My theory – and that of many industry participants – is that it's all about the marketing. The marketing person (or department) of every poker tournament operation wants to be able to shout about some absurd top prize. There's no better example of this than the 2023 WSOP Main Event, when they were determined to beat Jamie Gold's record for the biggest first place prize. So yes, they eclipsed Gold's $12 million payout by $100,000 (a whopping 0.8% increase), which resulted in second place being $6.5 million, or $5.6 million less.
What's crazy is that nobody really cares about the top prize because (a) they don't expect to win it, and (b) even if they get close, they know that deals will be made to balance the payouts. When tournament players talk about events, they always quote the total prize pool guarantee ("There's a $500k at Wynn this weekend"). Rarely do they say, "There's $100k up top at the Wynn this weekend."
The marketing people are shouting into their own conference room bubble.
What does a sane tournament payout look like?
Some 40 years ago, as a newly hired software engineer at IBM, I went into my manager's office, and told him that we had a problem with X. He said, "What do you suggest we do about it?" I told him I didn't have any idea.
"Kid, I'm going to give you a good piece of advice. When you walk into your manager's office with a problem in one hand, you better have a proposed solution in the other hand. I don't have to take it, but I want to know you've at least thought about how to solve it."
That is as good advice today as it was 40 years ago. So proximate to that wisdom, I decided that I couldn't publish this article without proposing something better. I had recalled Matt Berkey's Only Friends podcast discussing this problem (it's a recurring topic for them), and mentioning that somebody had asked ChatGPT for a better payout structure for the WSOP Main Event. I couldn't find that source, so I went straight to ChatGPT.

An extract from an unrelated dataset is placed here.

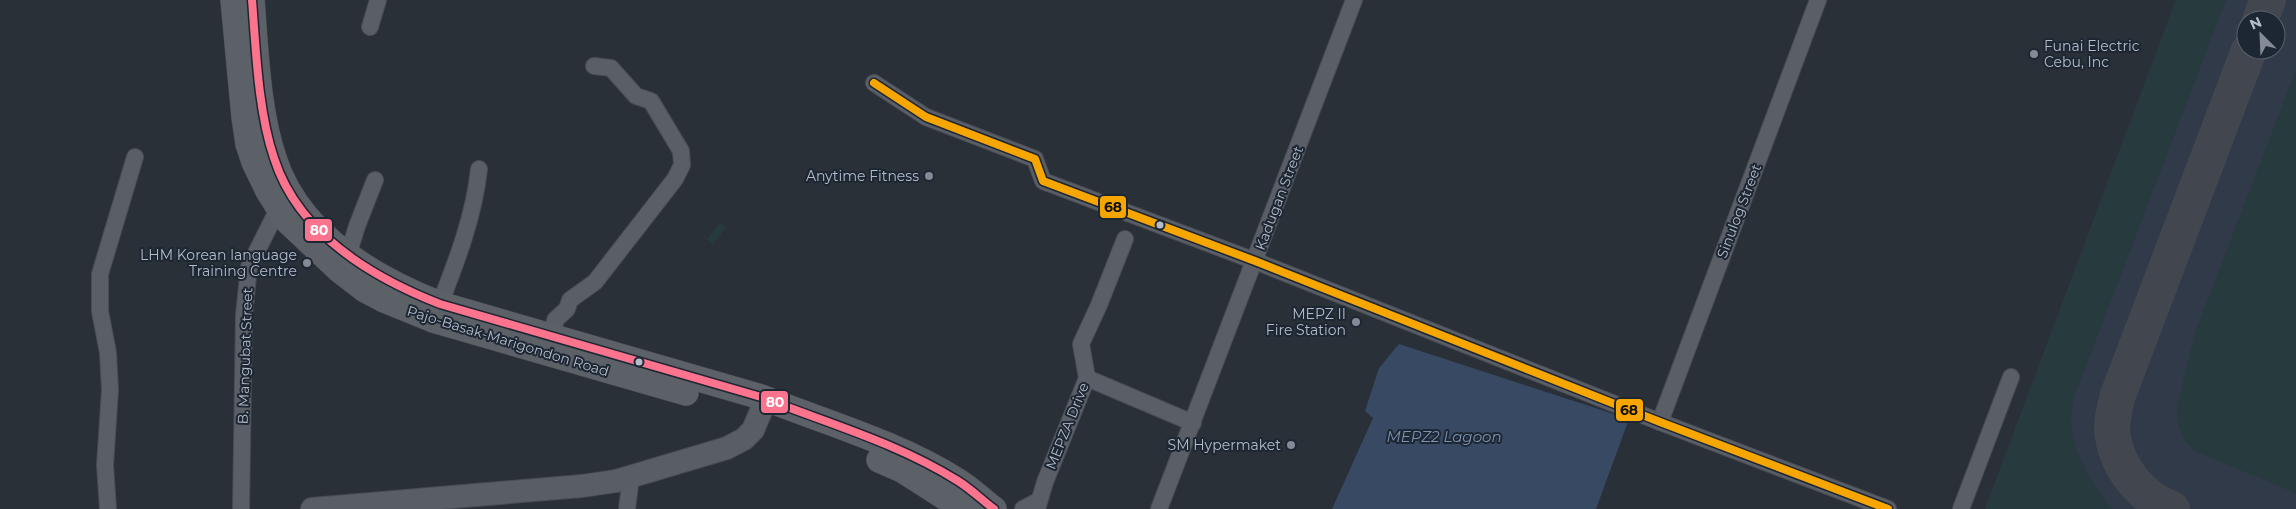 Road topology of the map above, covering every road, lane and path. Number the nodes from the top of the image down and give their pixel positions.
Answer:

It took a couple of iterations, and even then, the engine couldn't quite make all the numbers add up. But its underlying plan was spot-on, and with 15 minutes of spreadsheet work, I massaged its numbers into a structure that I love.
This is for 10,000 runners at $10k each, paying 15% of the field. The minimum payout is $20k. I left $5.65 million for Caesar's.
Is this the perfect WSOP Main Event payout structure? Probably not, but it's way better than what we have now. And I've shown that anybody with the Internet and Google Sheets can come up with a fine structure in 20 minutes. There's no good reason for these absurdly steep payout structures – tournament organizers are serving nobody but their marketing people by blindly adhering to hidebound practices of the Bad Old Days.
I am probably wasting my time here, but I have to try, for the good of poker.